A inveja

A inveja pode ser lida como uma forma de expressão da pulsão de morte, uma vez que a sua existência em larga escala não transforma, não elabora nada da própria pessoa ou dos outros: apenas se apropria e extingue

"Oque será a inveja?António (10 anos) É uma pessoa querer uma coisa que outra pessoa tem e querer ainda melhor.
E quem é que será que sente inveja?
Bruno (9 anos) As pessoas que não têm coração.
Se vivêssemos sempre com inveja, como seríamos?
Bruno Maus.
António Não tínhamos amigos.
Carlos (11 anos) Uns autênticos homens das cavernas."
José Gil escreveu "Portugal Hoje: O Medo de Existir". É professor catedrático de Filosofia na Universidade Nova de Lisboa e foi recentemente considerado pela revista "Nouvel Observateur" como "um dos 25 grandes pensadores de todo o mundo" e deu uma brilhante entrevista à Pública onde afirma que "em Portugal a inveja não é um sentimento, é um sistema". Acrescenta ainda que a sociedade portuguesa é paranóica e vive alimentada pelo medo: "o medo de experimentar, pelo medo do que irão dizer de nós", no que demonstra ser uma construção negativa da nossa identidade individual e social que, para funcionar num registo oposto, deveria assentar numa boa qualidade de relações afectivas e emocionais desde os tempos iniciais da vida.
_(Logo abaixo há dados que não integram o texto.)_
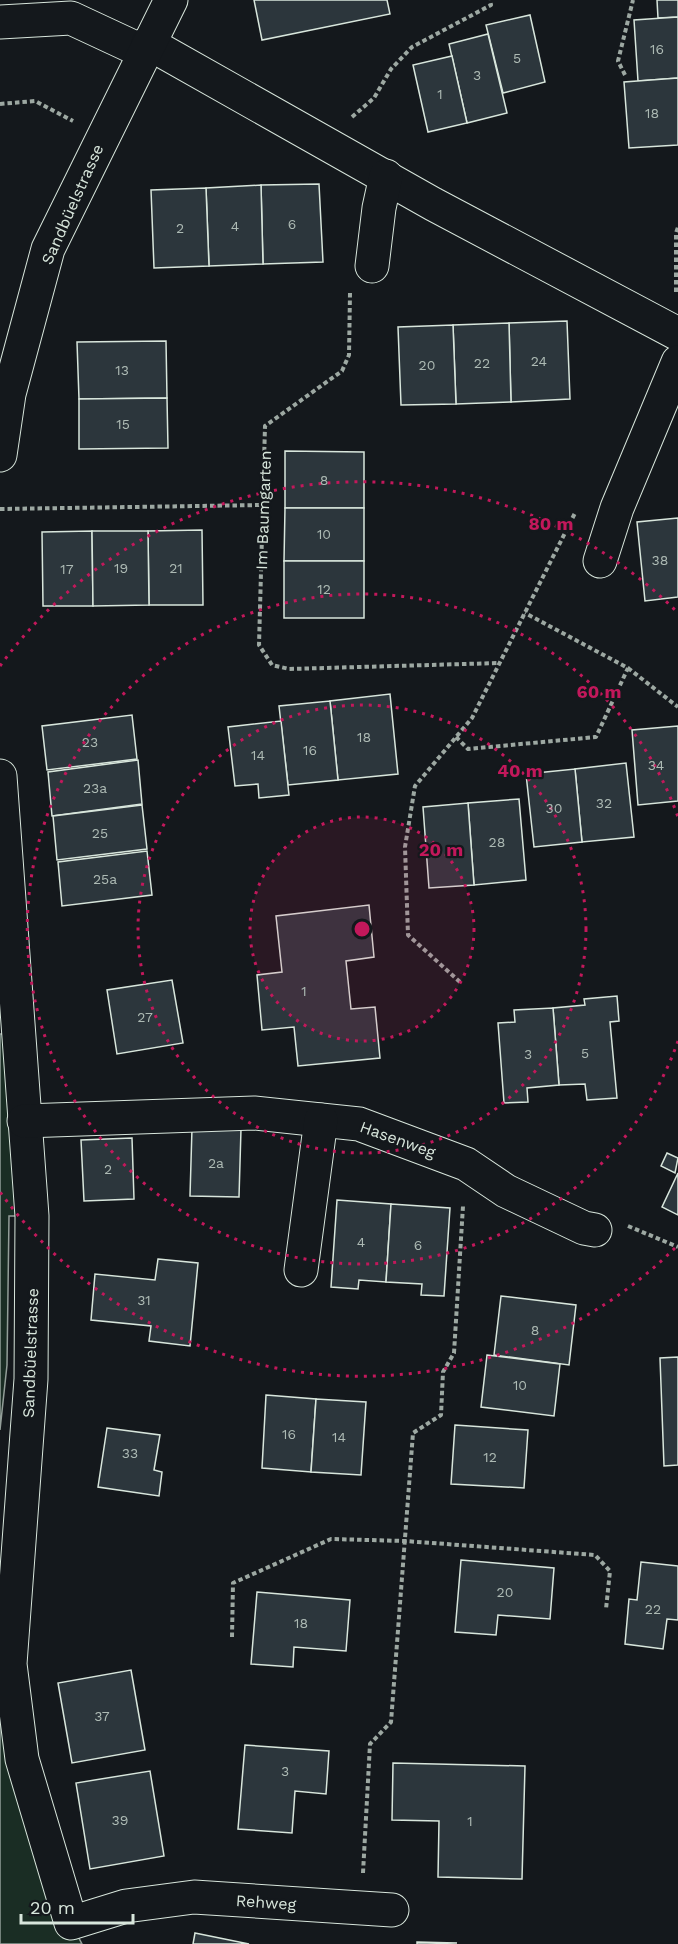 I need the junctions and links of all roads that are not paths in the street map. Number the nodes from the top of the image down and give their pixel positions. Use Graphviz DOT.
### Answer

De verdade, a segurança relacional, a que permite que uma pessoa olhe para si sem medo do que é, ou ainda daquilo que acha que aparenta ser, é uma construção da infância e só a adquire quem foi querido pelas suas coisas boas e contido e ajudado nas suas partes piores ou negativas. Implica uma cultura social e familiar de respeito e protecção à infância e à adolescência que ainda é raro conseguir-se, depois de muitos mil anos de desprezo, humilhação e ignorância sobre a importância dos primeiros tempos de vida.
Daí que José Gil acrescente ainda que "a nossa sociedade é infantil", no sentido de imatura, inconsistente, frágil, "mas sem o brilho das crianças", porque essas, quando conseguem manter a segurança e a alegria que lhes são particulares, têm de facto uma luz inimitável.
A inveja faz parte do desenvolvimento psíquico individual, embora os problemas possam surgir quando uma inveja normal, estruturante, ligada a uma identificação positiva do que é invejado, se transforma num afecto dominante na estrutura psíquica das pessoas, adquirindo uma dimensão verdadeiramente patológica. É claro que, essencialmente, tal só surge quando existem falhas graves e mantidas nas boas relações afectivas dos mais novos com quem deles cuida, ficando as crianças e os adolescentes (e, depois, os futuros adultos) sem capacidade de, pela ausência do modelo dos adultos, a integrarem, conterem e transformarem.
A inveja patológica demonstra o desejo de posse de algo, só existente pelo sentido de ausência, de perda, em que o bom é projectado para o que é do outro, sendo o mau posto por inteiro no próprio. A inveja pressupõe então um desejo de posse para a aniquilação ou destruição do que é invejado e, segundo interpretações da psicologia clássica, pode ser lida como uma forma de expressão da pulsão de morte, uma vez que a sua existência em larga escala não amplia, não transforma, não elabora nada da própria pessoa ou dos outros: apenas se apropria e extingue.
No momento actual da nossa sociedade, o livro e a entrevista de José Gil são de uma importância extraordinária, pois alertam de uma maneira muito perspicaz para os riscos sociais e individuais que todos vivemos. De uma maneira ou de outra, alerta para aquilo em que nos podemos tornar quando crescemos e nos formamos segundo modelos de relações pouco saudáveis, que não só não desenvolvem o melhor das nossas crianças, como as transformam em futuros adultos pouco felizes, rectos e justos. Ao não destacar o prazer de estar e se relacionar com os outros numa base segura, livre e de confiança, desenvolve muitos sentimentos paranóicos, como o mesmo autor também destaca, naquilo que ele próprio designa por uma "transferência psicótica".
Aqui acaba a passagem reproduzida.